- [EXERCISE AIM]
The lines to copy from the data below are those that hold the string "them".

- [INPUT RECORDS]

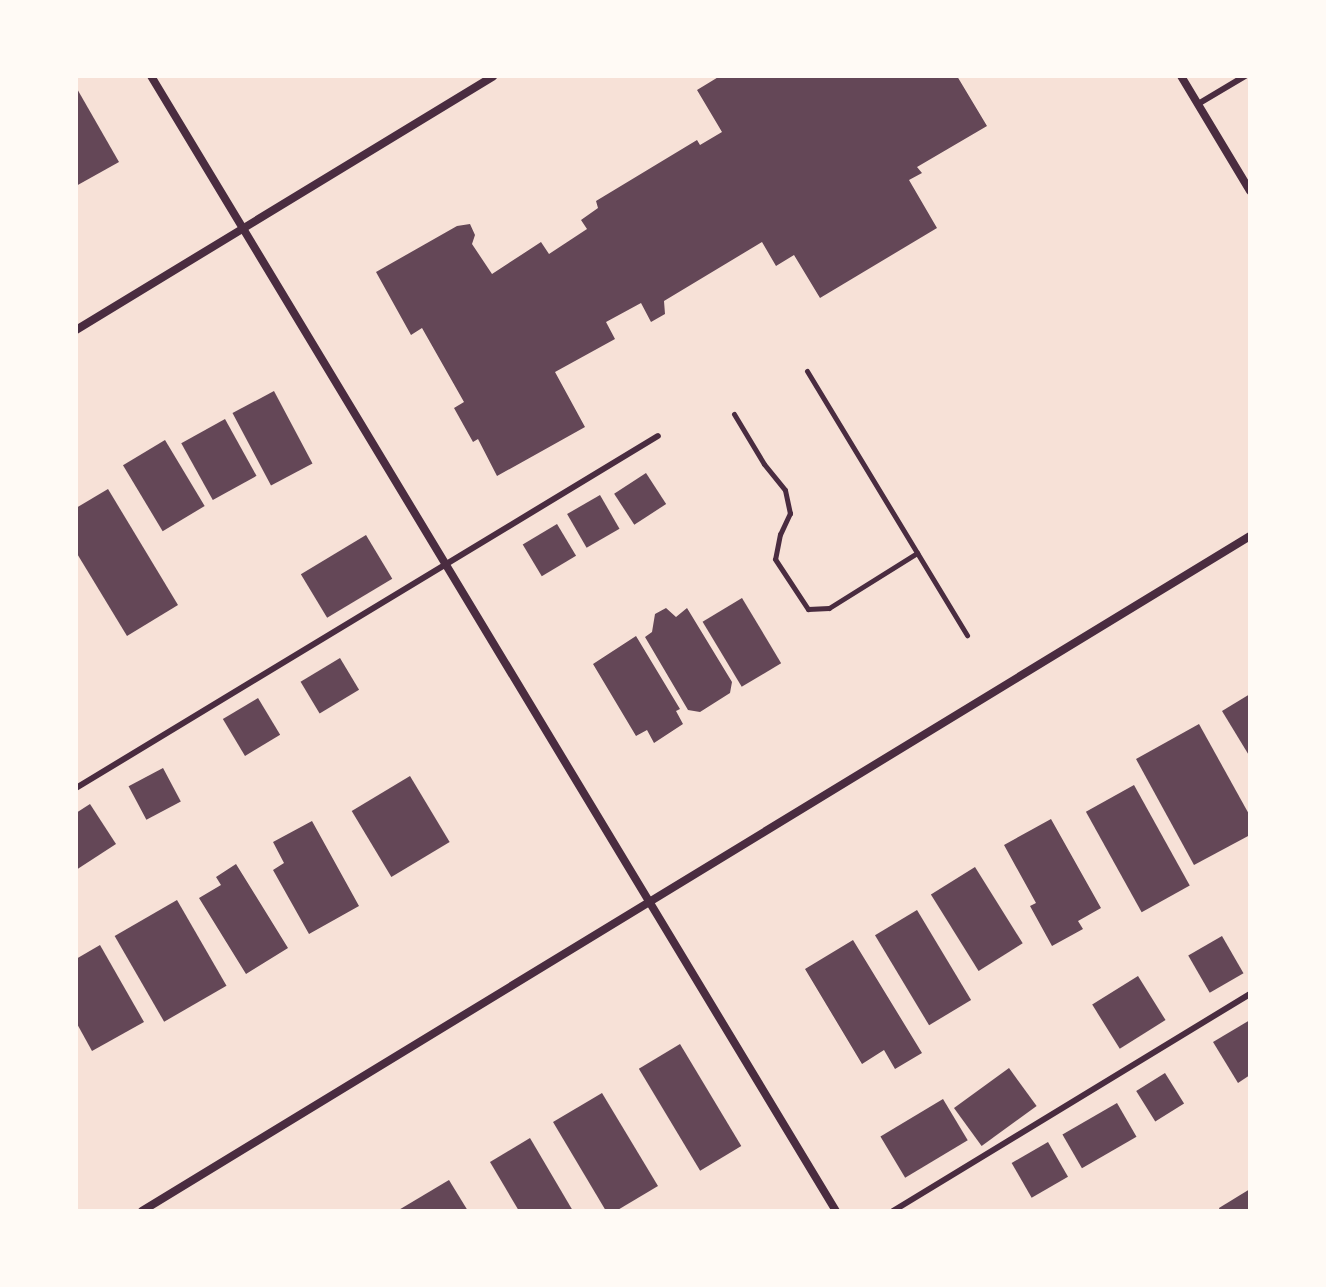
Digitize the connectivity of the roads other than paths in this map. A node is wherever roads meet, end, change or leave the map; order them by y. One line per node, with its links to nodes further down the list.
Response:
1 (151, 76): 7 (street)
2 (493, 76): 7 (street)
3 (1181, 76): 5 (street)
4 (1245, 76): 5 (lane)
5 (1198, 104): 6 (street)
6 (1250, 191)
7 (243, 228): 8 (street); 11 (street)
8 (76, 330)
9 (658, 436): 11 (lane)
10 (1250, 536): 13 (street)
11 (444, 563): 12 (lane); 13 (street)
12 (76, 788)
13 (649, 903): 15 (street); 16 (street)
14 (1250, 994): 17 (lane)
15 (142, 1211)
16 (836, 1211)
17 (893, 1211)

--

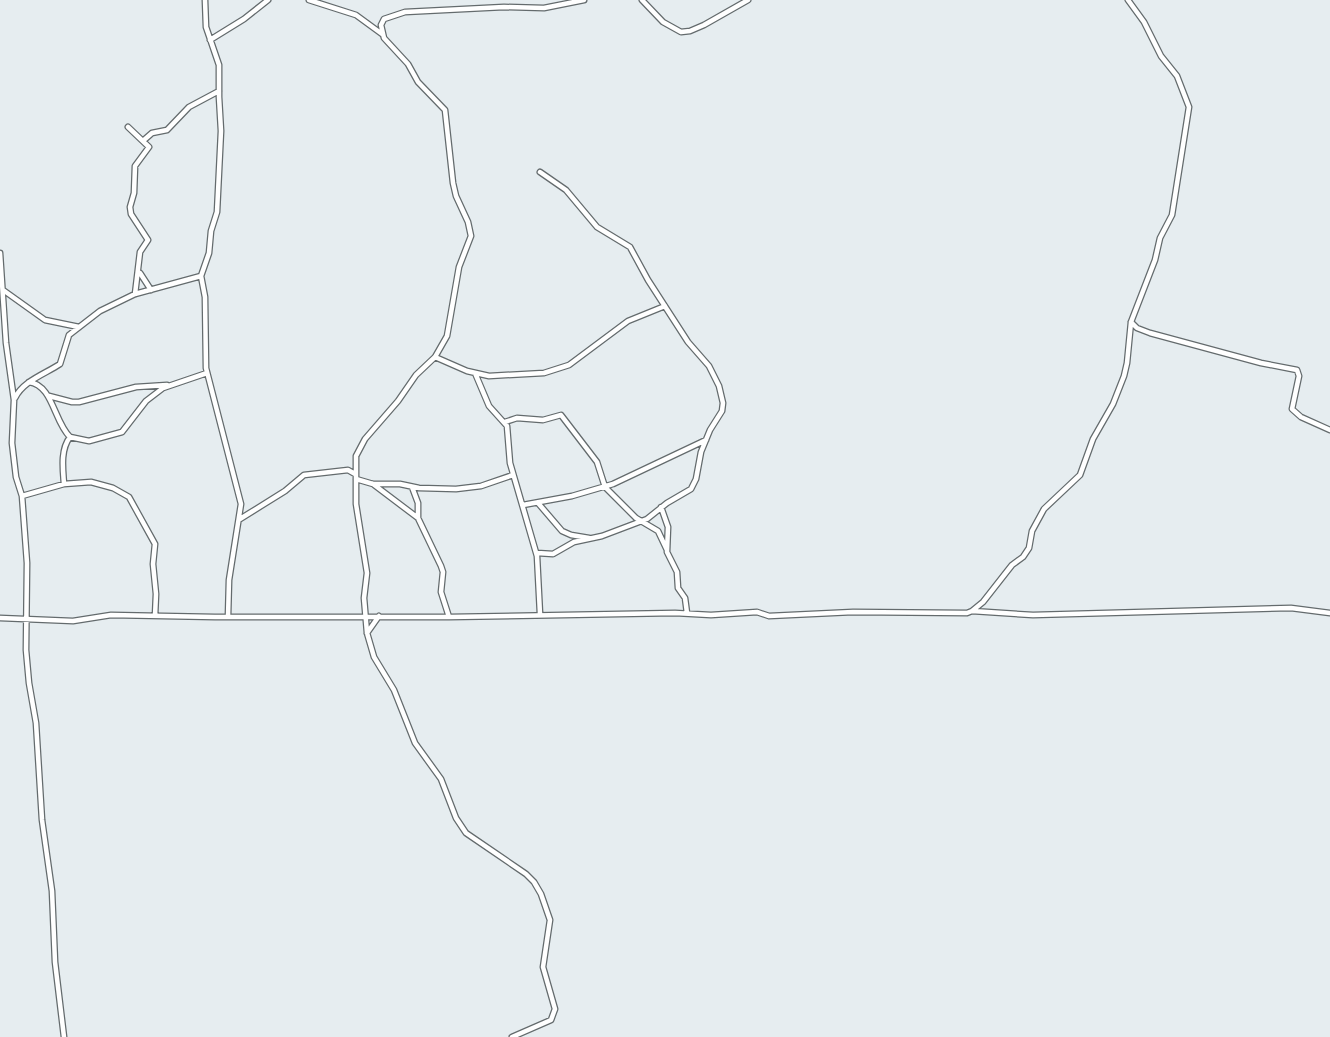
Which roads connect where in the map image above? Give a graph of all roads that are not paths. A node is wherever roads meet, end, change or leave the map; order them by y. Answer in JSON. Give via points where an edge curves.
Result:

- [EXERCISE SOLUTION]
Digitize the connectivity of the roads other than paths in this map. A node is wherever roads meet, end, change or leave the map; order them by y. One line per node, with its links to nodes further down the list.
Which roads connect where in the map image above? Give a graph of all roads that are not paths. A node is wherever roads meet, end, change or leave the map; order them by y. Answer in JSON. Give via points where an edge curves.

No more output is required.